#### YOUR ASSIGNMENT:
The reply should repeat all of the data word for word, with no pictures.

#### RECORDED INFORMATION:

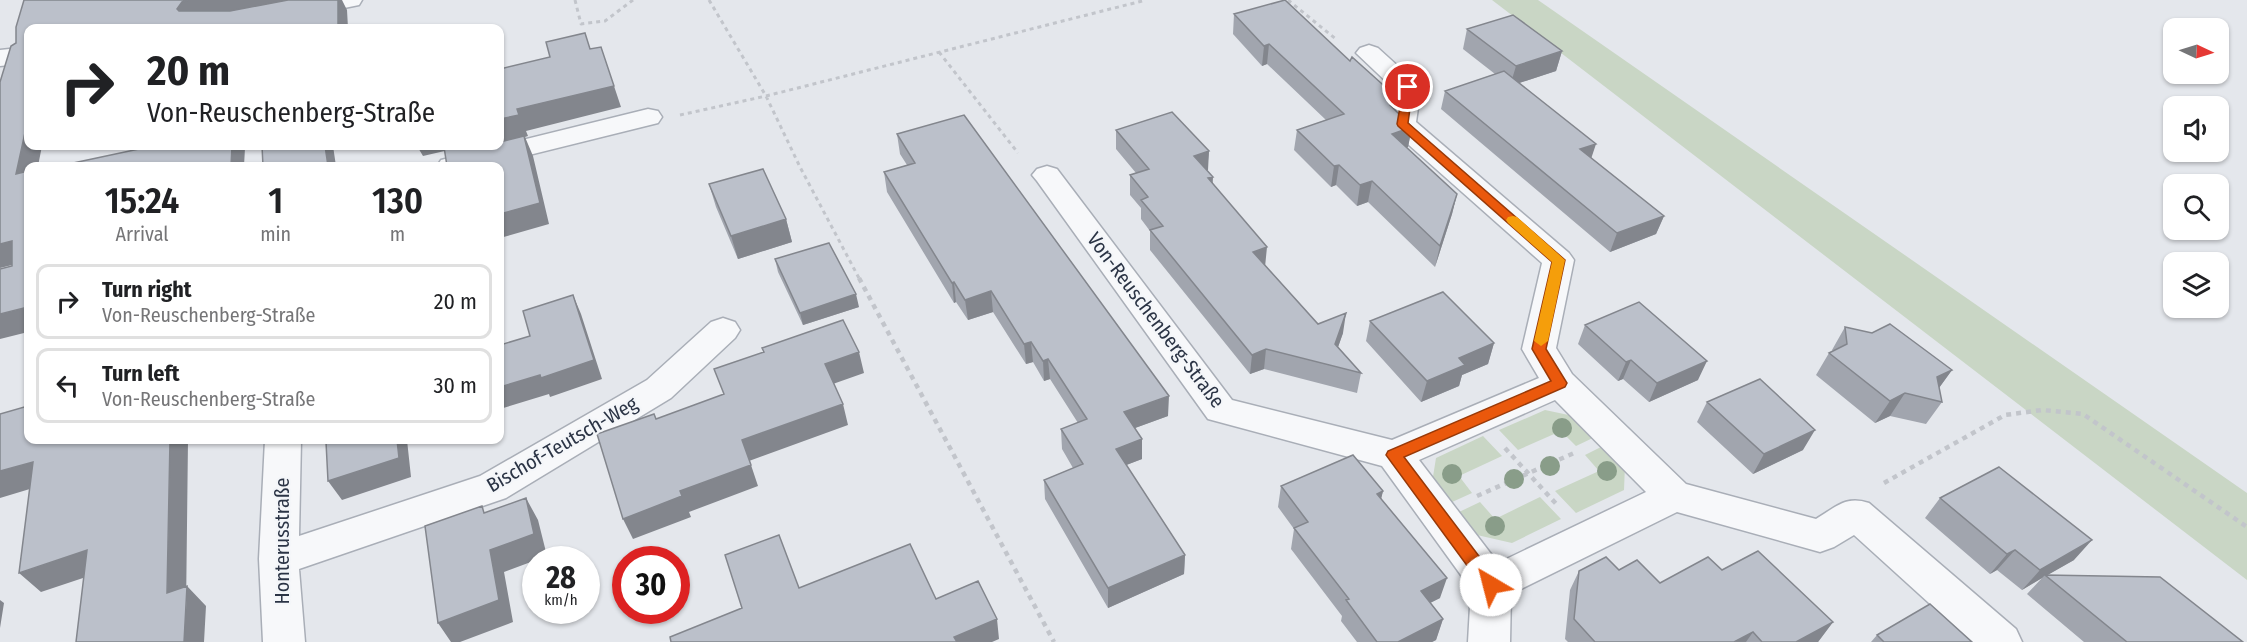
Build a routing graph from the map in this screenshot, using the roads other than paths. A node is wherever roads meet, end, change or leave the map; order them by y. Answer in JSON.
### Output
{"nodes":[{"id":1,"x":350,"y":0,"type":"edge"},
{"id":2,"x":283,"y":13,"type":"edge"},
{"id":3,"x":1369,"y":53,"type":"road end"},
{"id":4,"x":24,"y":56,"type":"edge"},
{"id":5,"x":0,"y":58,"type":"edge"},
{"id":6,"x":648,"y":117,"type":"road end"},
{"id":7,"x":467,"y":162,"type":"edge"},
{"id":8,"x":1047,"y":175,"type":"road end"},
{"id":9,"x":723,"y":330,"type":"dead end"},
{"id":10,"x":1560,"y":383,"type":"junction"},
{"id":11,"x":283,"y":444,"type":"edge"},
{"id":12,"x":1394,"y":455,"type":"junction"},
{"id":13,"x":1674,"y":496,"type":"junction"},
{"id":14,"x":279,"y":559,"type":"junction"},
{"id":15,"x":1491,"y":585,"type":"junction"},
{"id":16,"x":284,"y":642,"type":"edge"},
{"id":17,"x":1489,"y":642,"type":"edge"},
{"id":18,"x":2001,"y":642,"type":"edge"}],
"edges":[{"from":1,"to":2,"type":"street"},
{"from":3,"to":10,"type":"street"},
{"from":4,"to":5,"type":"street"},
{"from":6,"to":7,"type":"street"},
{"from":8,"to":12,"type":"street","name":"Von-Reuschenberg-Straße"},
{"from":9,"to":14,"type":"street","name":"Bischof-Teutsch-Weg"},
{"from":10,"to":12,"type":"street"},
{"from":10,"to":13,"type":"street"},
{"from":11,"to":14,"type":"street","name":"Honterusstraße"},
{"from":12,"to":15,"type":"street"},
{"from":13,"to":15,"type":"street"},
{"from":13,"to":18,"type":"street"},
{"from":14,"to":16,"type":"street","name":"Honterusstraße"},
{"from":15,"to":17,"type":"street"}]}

#### RESULT OF THE TASK:
Build a routing graph from the map in this screenshot, using the roads other than paths. A node is wherever roads meet, end, change or leave the map; order them by y. Answer in JSON.
### Output
{"nodes":[{"id":1,"x":350,"y":0,"type":"edge"},
{"id":2,"x":283,"y":13,"type":"edge"},
{"id":3,"x":1369,"y":53,"type":"road end"},
{"id":4,"x":24,"y":56,"type":"edge"},
{"id":5,"x":0,"y":58,"type":"edge"},
{"id":6,"x":648,"y":117,"type":"road end"},
{"id":7,"x":467,"y":162,"type":"edge"},
{"id":8,"x":1047,"y":175,"type":"road end"},
{"id":9,"x":723,"y":330,"type":"dead end"},
{"id":10,"x":1560,"y":383,"type":"junction"},
{"id":11,"x":283,"y":444,"type":"edge"},
{"id":12,"x":1394,"y":455,"type":"junction"},
{"id":13,"x":1674,"y":496,"type":"junction"},
{"id":14,"x":279,"y":559,"type":"junction"},
{"id":15,"x":1491,"y":585,"type":"junction"},
{"id":16,"x":284,"y":642,"type":"edge"},
{"id":17,"x":1489,"y":642,"type":"edge"},
{"id":18,"x":2001,"y":642,"type":"edge"}],
"edges":[{"from":1,"to":2,"type":"street"},
{"from":3,"to":10,"type":"street"},
{"from":4,"to":5,"type":"street"},
{"from":6,"to":7,"type":"street"},
{"from":8,"to":12,"type":"street","name":"Von-Reuschenberg-Straße"},
{"from":9,"to":14,"type":"street","name":"Bischof-Teutsch-Weg"},
{"from":10,"to":12,"type":"street"},
{"from":10,"to":13,"type":"street"},
{"from":11,"to":14,"type":"street","name":"Honterusstraße"},
{"from":12,"to":15,"type":"street"},
{"from":13,"to":15,"type":"street"},
{"from":13,"to":18,"type":"street"},
{"from":14,"to":16,"type":"street","name":"Honterusstraße"},
{"from":15,"to":17,"type":"street"}]}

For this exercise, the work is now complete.